2024 Abstracts

Tussock Tundra Methane Fluxes Are Heterogeneous and Sensitive to Spring Conditions: An NGEE Arctic Study at Council, AK


Sigrid Dengel1* (sdengel@lbl.gov), Ori Chafe1,2, Misha Krassovski3, Jeff Riggs3, Margaret S. Torn1, Colleen Iversen3


1Lawrence Berkeley National Laboratory, Berkeley, CA; 2University of Oregon, Eugene, OR; 3Oak Ridge National Laboratory, Oak Ridge, TN



Arctic tussock tundra is often treated as one plant community for modeling and projecting greenhouse gas fluxes, but small-scale heterogeneity in thaw, and thus hydrology, can have large impacts on greenhouse gas fluxes. The team measured methane (CH4), carbon dioxide (CO2), energy exchange, and above- and belowground properties between 2017 and 2023 at the Next-Generation Ecosystem Experiments Arctic site near Council, AK (AmeriFlux site US-NGC). The northern flux tower footprint was moderately dry while the southern section contained inundated thermokarst features. Thaw depth, soil moisture, and temperature were distinctively different between these sectors. While the soil thawed faster in the non-thermokarst areas in spring as thermokarst features were often covered with snow into June, by July thermokarst features reached a thaw depth of 1 m almost a month before those in the drier, upland areas. While there was little interannual variation in meteorological conditions in summer, variation in spring conditions dictated CH4 fluxes at the site. The highest CH4 fluxes occurred in 2019, which had a mild, wet spring (snowmelt 24 May; growing season CH4 fluxes were 23.5 nanomoles per m2 per second in the south, 12 nmol m-2 s-1 in the north). In contrast, the lowest fluxes were in 2022 when spring was cooler and drier (snowmelt 29 April; CH4 fluxes were 7.8 and 4.2 nmol m-2 s-1 in wet and dry areas, respectively).
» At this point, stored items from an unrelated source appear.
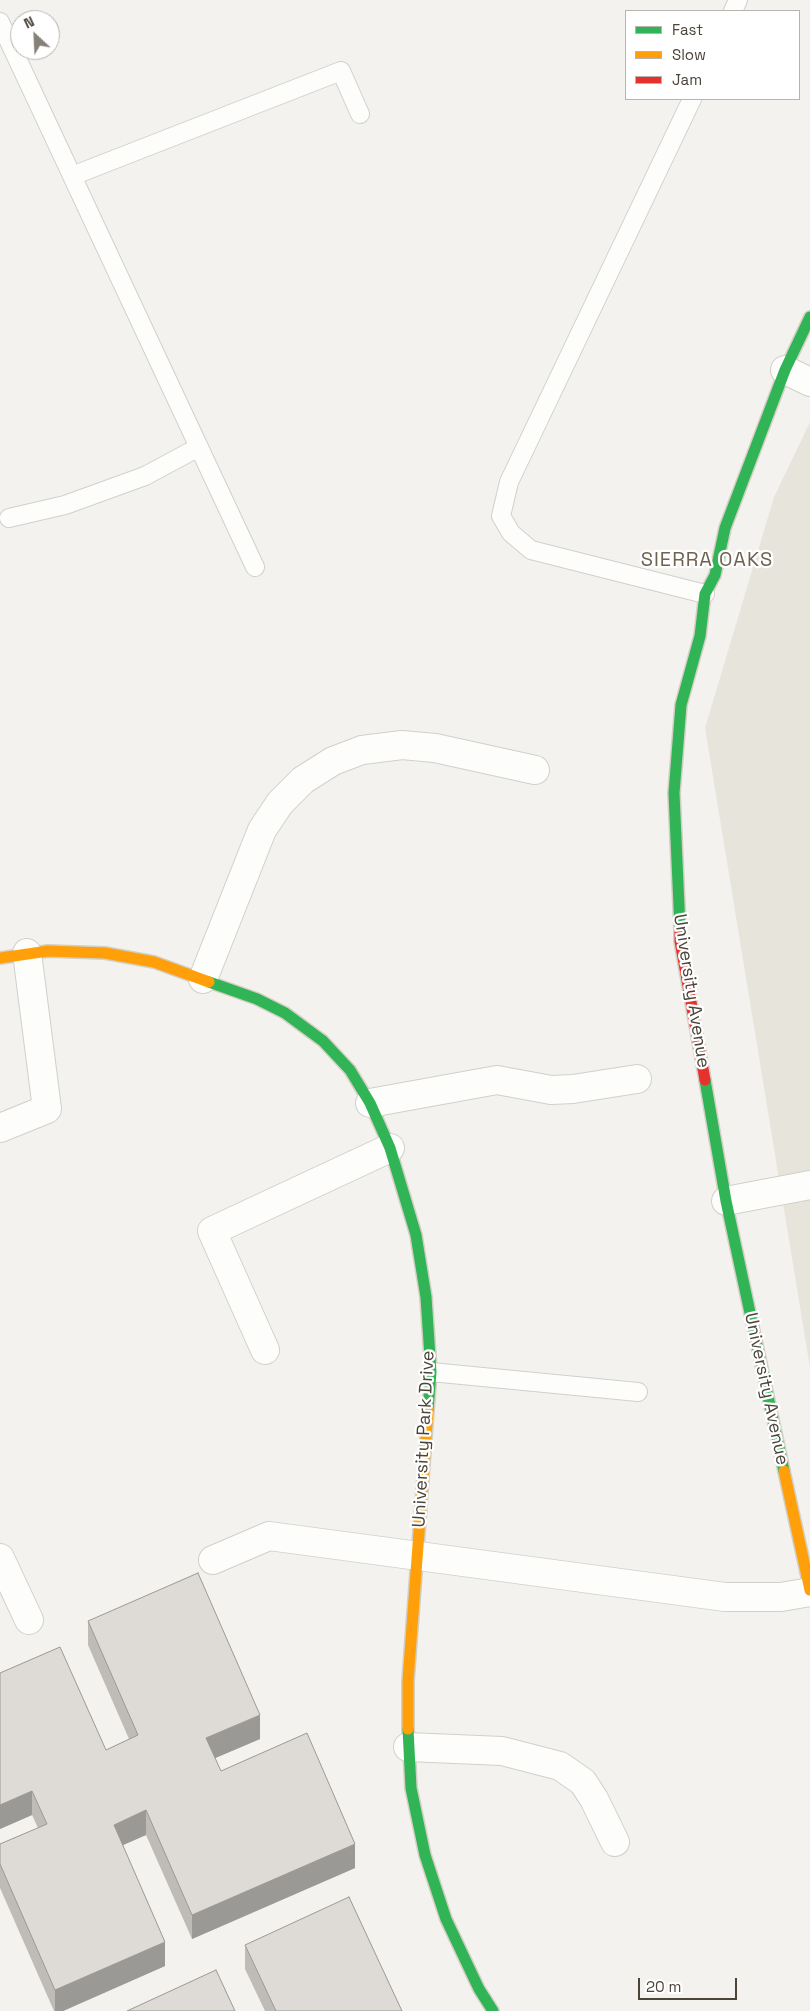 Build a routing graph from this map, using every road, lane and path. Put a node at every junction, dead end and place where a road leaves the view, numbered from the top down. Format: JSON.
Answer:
{"nodes":[{"id":1,"x":0,"y":22,"type":"edge"},
{"id":2,"x":692,"y":100,"type":"edge"},
{"id":3,"x":360,"y":114,"type":"dead end"},
{"id":4,"x":72,"y":176,"type":"junction"},
{"id":5,"x":810,"y":318,"type":"edge"},
{"id":6,"x":785,"y":370,"type":"junction"},
{"id":7,"x":810,"y":382,"type":"edge"},
{"id":8,"x":199,"y":447,"type":"junction"},
{"id":9,"x":9,"y":518,"type":"dead end"},
{"id":10,"x":255,"y":567,"type":"dead end"},
{"id":11,"x":705,"y":594,"type":"junction"},
{"id":12,"x":535,"y":770,"type":"dead end"},
{"id":13,"x":27,"y":953,"type":"junction"},
{"id":14,"x":0,"y":958,"type":"edge"},
{"id":15,"x":203,"y":979,"type":"junction"},
{"id":16,"x":637,"y":1079,"type":"dead end"},
{"id":17,"x":370,"y":1103,"type":"junction"},
{"id":18,"x":0,"y":1128,"type":"edge"},
{"id":19,"x":390,"y":1148,"type":"junction"},
{"id":20,"x":810,"y":1185,"type":"edge"},
{"id":21,"x":726,"y":1201,"type":"junction"},
{"id":22,"x":265,"y":1350,"type":"dead end"},
{"id":23,"x":431,"y":1372,"type":"junction"},
{"id":24,"x":638,"y":1392,"type":"dead end"},
{"id":25,"x":417,"y":1555,"type":"junction"},
{"id":26,"x":0,"y":1558,"type":"edge"},
{"id":27,"x":213,"y":1560,"type":"dead end"},
{"id":28,"x":810,"y":1591,"type":"edge"},
{"id":29,"x":29,"y":1620,"type":"dead end"},
{"id":30,"x":408,"y":1747,"type":"junction"},
{"id":31,"x":615,"y":1842,"type":"dead end"},
{"id":32,"x":493,"y":2011,"type":"edge"}],
"edges":[{"from":1,"to":4,"type":"lane"},
{"from":2,"to":11,"type":"lane"},
{"from":3,"to":4,"type":"lane"},
{"from":4,"to":8,"type":"lane"},
{"from":5,"to":6,"type":"street","name":"University Avenue"},
{"from":6,"to":7,"type":"street"},
{"from":6,"to":11,"type":"street","name":"University Avenue"},
{"from":8,"to":9,"type":"lane"},
{"from":8,"to":10,"type":"lane"},
{"from":11,"to":21,"type":"street","name":"University Avenue"},
{"from":12,"to":15,"type":"street"},
{"from":13,"to":14,"type":"street","name":"University Park Drive"},
{"from":13,"to":15,"type":"street","name":"University Park Drive"},
{"from":13,"to":18,"type":"street"},
{"from":15,"to":17,"type":"street","name":"University Park Drive"},
{"from":16,"to":17,"type":"street"},
{"from":17,"to":19,"type":"street","name":"University Park Drive"},
{"from":19,"to":22,"type":"street"},
{"from":19,"to":23,"type":"street","name":"University Park Drive"},
{"from":20,"to":21,"type":"street"},
{"from":21,"to":28,"type":"street","name":"University Avenue"},
{"from":23,"to":24,"type":"lane"},
{"from":23,"to":25,"type":"street","name":"University Park Drive"},
{"from":25,"to":27,"type":"street"},
{"from":25,"to":28,"type":"street"},
{"from":25,"to":30,"type":"street","name":"University Park Drive"},
{"from":26,"to":29,"type":"street"},
{"from":30,"to":31,"type":"street"},
{"from":30,"to":32,"type":"street","name":"University Park Drive"}]}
In all years, the influence of thermokarst CH4 hot spots was clear in footprint-averaged fluxes. The areas also had different timescales of response to environmental conditions, with faster response in wet areas. Thus, tussock tundra, which is currently modeled as a single vegetation community, has highly heterogeneous CO2 and CH4 fluxes in space, seasonally, and interannually. These differences are associated with thermokarst and weather impacts on subsurface moisture and temperature, pointing to the need for better representation of thermohydrology in land models.